Tiger Woods reacts following a putt attempt on the fourth green during the third round of the Wells Fargo Championship at Quail Hollow Club. (Photo by Jared C. Tilton/Getty Images)

By Shane Ryan
Each time Tiger Woods walks even a single hole on the PGA Tour, a small tragedy plays out—thousands of people bear active witness, hoping for even the slightest fleeting bond with the legend in their midst, and Tiger stonewalls them to preserve whatever uncompromised remnants of himself he wishes to keep in isolation at this late stage. They cry out, they reach, they raise their phones to commemorate the mundane, and he strides on—middle of the fairway, middle of the ropeway, seen but not touched. Once in a while, he may nod, but it’s only a reminder of the connection they’re not making. So they shout, and the things they shout are nonsense or worse:

“Tiger!”

“Tiger tracker!”

“Tiger mom!”

If you’re walking along the ropes you’ll hear these exclamations echoed as you walk along.

“Tiger tracker!” a woman will repeat, astonished as if she’s just translated the Rosetta Stone of pure comedy.

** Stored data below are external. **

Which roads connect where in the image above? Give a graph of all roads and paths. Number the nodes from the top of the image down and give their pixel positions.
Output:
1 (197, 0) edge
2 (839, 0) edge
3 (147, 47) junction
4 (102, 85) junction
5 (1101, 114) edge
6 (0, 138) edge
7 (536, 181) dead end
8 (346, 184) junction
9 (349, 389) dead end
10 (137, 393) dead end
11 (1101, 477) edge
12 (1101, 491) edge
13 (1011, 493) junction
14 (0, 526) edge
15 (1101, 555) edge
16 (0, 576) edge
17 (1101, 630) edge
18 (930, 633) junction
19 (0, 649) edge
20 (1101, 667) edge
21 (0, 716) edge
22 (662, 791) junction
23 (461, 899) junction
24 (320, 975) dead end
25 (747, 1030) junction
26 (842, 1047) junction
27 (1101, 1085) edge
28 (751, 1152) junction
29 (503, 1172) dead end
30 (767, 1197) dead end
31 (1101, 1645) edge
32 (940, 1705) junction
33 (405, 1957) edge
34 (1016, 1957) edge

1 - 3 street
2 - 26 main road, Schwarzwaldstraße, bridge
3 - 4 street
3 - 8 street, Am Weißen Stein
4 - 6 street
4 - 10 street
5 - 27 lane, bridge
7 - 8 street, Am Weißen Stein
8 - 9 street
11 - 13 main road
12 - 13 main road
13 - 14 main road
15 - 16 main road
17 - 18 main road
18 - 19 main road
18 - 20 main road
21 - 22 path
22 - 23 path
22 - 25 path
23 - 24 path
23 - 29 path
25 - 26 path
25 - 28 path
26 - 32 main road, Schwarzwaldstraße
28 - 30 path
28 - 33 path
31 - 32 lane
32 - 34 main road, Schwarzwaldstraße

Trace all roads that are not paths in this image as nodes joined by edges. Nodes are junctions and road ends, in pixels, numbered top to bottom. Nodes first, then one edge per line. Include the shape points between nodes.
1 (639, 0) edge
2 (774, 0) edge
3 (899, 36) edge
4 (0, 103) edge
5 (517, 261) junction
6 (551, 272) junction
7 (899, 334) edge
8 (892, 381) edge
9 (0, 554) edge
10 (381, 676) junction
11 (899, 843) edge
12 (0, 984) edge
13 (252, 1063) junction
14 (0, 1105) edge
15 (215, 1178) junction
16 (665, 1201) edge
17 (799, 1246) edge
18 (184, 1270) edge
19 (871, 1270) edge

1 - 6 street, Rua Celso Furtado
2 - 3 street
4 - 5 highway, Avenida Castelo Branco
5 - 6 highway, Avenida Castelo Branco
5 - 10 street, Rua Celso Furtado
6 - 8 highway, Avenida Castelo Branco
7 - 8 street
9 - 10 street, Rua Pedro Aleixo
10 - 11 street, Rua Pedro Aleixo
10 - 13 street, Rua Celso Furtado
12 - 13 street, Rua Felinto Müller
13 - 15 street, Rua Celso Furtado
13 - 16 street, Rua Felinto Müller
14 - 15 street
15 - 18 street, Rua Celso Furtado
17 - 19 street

Imagine yourself in the aisle of a grocery store, and all eyes are on you. You have to finish out your list, check out, and go home, and so you have to ignore them. But this feigned ignorance arouses something in them, and so they begin to scream your name. “Tim! Tim!” Some of them ask for high fives. Some of them don’t even ask and reach out to slap your shoulder as you walk past. If you’re annoyed, too bad—reacting will make you look bad, not them.

That’s a taste, and it’s what we saw over the back nine Saturday at the Wells Fargo, and it’s what we’ve seen before, and it’s what we’ll see again as long as he continues to play.

The one real possibility of connection—the only time he drops the remoteness and makes himself accessible—is when things are going well on the course. Particularly on the greens. The long putt that falls is the moment of union between man and mob—when the roars engulf him, and he feeds the fire with a fist pump. That’s when we’re joined at last with Tiger, however briefly.

So it seems cruel for both parties when the moment flounders. On the 18th hole, after a strong round, he left himself a 27-footer for birdie. He had left putts on 11, 14 and 17 short, and he watched Brooks Koepka’s own attempt “hit a wall” a moment before, so he sent a screamer at the hole. It missed, to groans, but gave him a long enough comeback par (eight feet) that it opened the chance for another act of player-crowd symbiosis. Par roars are the exception, but Tiger is the exception too. The marshall held up his hands, yelled out “hold please, quiet please!” and only the birds defied him. But Tiger missed, to more groans, and for the thousands packed into the stadium seats, surrounding the green and the murmuring creek, the sensation was of a collective, aborted sneeze.

Tiger left, ignored the screams of the children lining the route to the scoring tent—he’s John Lennon for the children of recreational golfers—and made his media rounds. If you managed to get a glimpse of his face, anytime from the 16th hole on, you would see a weary quality—heavy eyes, and the slightest forward tilt of the shoulders that spoke to a fatigue more mental than physical, but definitely both.

There’s good news, too. Despite the misadventure on 18, Tiger putted well for the first time all week—he made some of the mid-range putts that he couldn’t buy on Thursday and Friday, or really all year. A 13-footer on 5, an eight-footer on 7, another on 8, another on 15. His ball striking remained good enough to produce birdies without any great green feats—an iron stuck to five feet on 13, a drive to the green on the par-4 14th. As he noted afterwards, a few more made putts from the 10-15-foot range, and his Saturday round alone could have been good enough to put him near the top of the leaderboard. Instead, the slow greens fooled him enough to keep the really great round at bay. He sits in 33rd, too far off for anything but a miracle, but gradually inching his way back to the day when he’ll win again.

But that’s only if you believe he’ll recover the putting stroke. Post-round, Tiger sounded iffy on the subject:

“We were kind of trying to figure it out, how could I hit the putts hard enough. I changed my stroke a little bit and went a little more old school, how I used to putt, a little more handsy, a little more wristy, toe moving a lot more, and it worked.”

Later, he was more succinct: “It’s not fun. Trust me, it’s not fun.”

Of course, Tiger is in the phase of his career when he’s not allowing himself much optimism, even after an objectively strong round like his Saturday 68. It’s almost like an act of pre-emptive defence, keeping the hope at bay until the time comes when he can unleash the primal roar again. Until then, it’s the near-miss and the lost sneeze—the distant hero and his dormant masses, waiting to be joined again.